▸ Bounding boxes with keypoints:
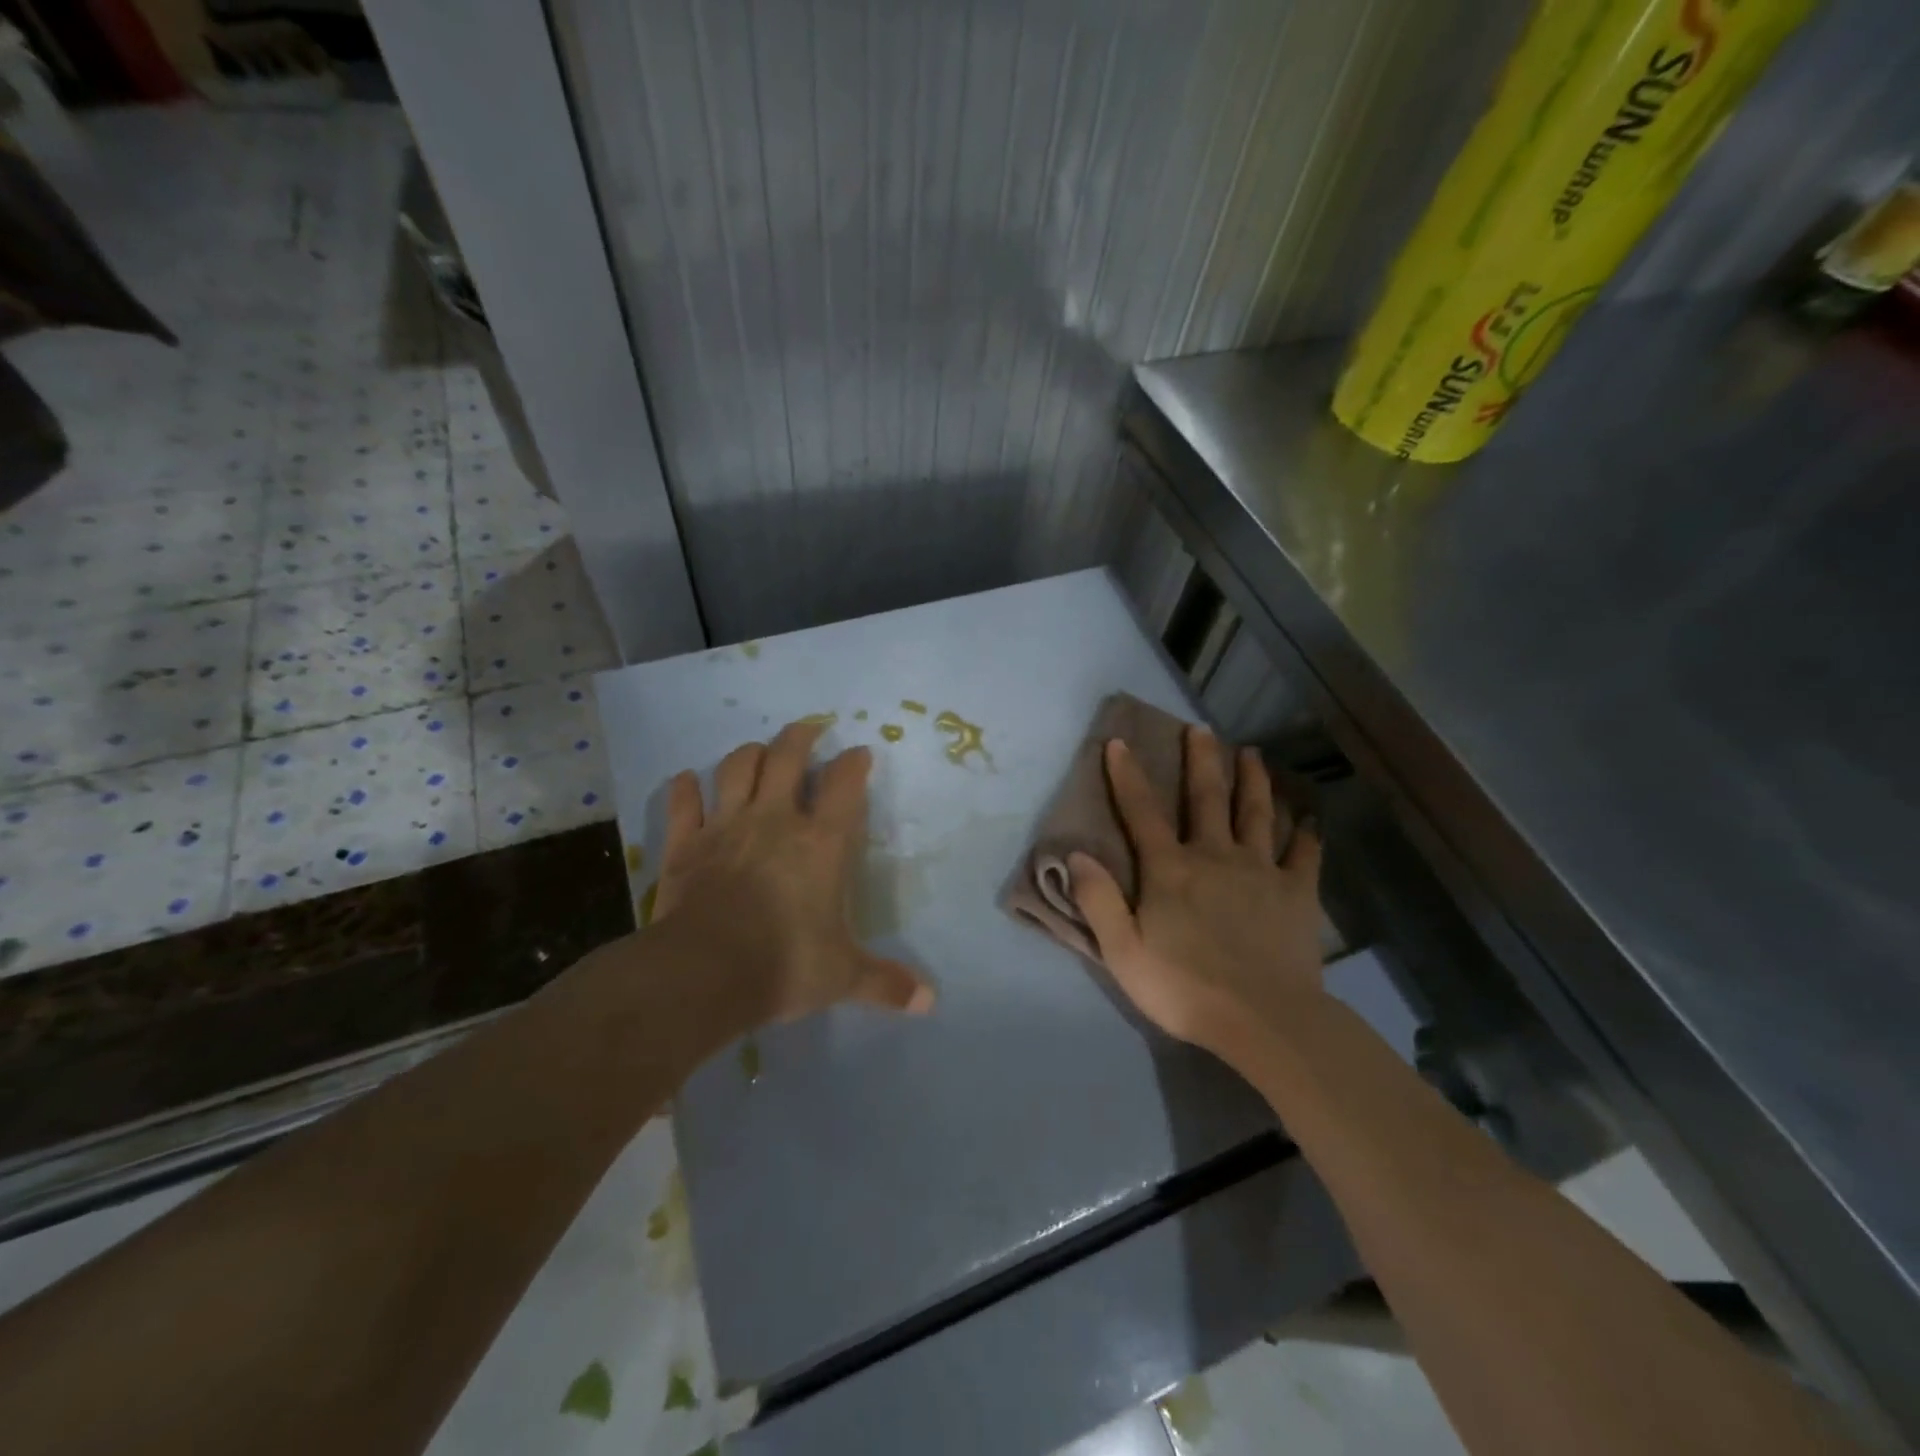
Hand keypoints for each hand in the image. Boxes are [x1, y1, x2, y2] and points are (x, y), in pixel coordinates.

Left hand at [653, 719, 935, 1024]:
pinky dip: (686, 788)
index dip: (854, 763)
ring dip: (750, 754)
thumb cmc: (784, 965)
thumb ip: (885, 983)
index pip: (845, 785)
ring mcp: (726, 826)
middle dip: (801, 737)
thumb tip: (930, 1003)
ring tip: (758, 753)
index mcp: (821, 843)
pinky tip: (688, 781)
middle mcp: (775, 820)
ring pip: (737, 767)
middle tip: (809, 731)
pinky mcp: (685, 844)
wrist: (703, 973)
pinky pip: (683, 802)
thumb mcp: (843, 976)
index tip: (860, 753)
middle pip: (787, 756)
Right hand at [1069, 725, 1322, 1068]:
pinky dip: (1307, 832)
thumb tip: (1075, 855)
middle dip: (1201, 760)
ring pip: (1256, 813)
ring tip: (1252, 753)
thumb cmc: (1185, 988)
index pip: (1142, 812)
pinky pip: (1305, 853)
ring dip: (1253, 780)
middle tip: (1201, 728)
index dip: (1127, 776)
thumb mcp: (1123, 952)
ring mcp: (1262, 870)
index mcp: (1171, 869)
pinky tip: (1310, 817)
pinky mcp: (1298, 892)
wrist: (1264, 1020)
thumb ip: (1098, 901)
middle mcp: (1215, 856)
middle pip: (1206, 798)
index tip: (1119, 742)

* * *

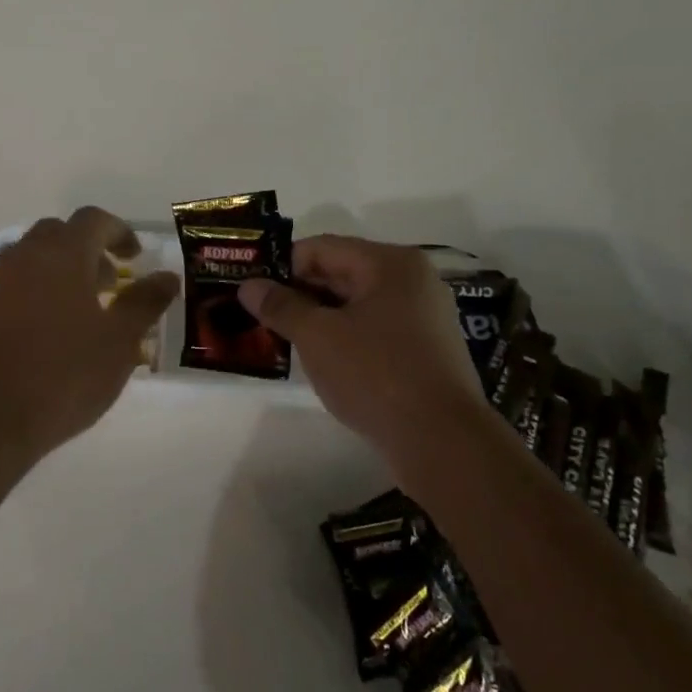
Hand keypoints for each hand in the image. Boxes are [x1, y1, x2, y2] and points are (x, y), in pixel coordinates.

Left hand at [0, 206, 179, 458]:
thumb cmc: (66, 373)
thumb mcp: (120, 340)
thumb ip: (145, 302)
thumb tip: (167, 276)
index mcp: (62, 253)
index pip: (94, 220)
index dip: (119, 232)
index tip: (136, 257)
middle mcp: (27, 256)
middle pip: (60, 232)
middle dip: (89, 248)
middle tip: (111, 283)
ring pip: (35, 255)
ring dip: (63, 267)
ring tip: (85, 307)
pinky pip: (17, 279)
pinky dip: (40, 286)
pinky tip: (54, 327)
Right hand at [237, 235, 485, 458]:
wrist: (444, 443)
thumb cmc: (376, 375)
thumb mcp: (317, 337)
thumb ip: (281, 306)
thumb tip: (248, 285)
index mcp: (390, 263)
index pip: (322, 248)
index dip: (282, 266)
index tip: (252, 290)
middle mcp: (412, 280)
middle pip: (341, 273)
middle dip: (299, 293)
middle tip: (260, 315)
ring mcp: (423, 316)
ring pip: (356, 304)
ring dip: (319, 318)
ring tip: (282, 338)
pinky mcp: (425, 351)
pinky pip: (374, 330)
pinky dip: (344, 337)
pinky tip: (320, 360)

---

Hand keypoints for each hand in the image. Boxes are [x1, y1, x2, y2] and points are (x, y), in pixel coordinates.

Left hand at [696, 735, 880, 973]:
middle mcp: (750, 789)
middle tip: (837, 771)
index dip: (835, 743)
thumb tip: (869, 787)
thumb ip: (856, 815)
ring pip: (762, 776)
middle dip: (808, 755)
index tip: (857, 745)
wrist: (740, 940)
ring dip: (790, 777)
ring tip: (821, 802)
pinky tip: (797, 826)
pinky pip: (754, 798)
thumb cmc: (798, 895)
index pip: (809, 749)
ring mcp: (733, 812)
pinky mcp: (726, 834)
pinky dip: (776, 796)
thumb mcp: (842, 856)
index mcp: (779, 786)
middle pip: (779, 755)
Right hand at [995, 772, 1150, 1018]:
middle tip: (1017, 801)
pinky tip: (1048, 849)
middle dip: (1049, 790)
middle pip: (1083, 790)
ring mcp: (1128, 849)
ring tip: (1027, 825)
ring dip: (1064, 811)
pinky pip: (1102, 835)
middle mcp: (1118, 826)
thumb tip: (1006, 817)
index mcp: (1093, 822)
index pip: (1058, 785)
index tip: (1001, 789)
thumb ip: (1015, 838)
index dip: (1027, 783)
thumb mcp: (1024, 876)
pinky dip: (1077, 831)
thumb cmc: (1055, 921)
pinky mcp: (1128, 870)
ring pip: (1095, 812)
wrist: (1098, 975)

▸ How to complete this task: Using the records above, set down exactly the lines from the one with "index tip: (857, 745)" through the one with "middle pip: (779, 755)", inclusive, and nothing more.

▸ Response area:
index tip: (857, 745)
wrist: (740, 940)
ring dip: (790, 777)
ring tip: (821, 802)
pinky tip: (797, 826)
pinky pip: (754, 798)
thumb cmc: (798, 895)
index pip: (809, 749)
ring mcp: (733, 812)
pinky mcp: (726, 834)
pinky dip: (776, 796)
thumb mcp: (842, 856)
index mcp: (779, 786)
middle pip: (779, 755)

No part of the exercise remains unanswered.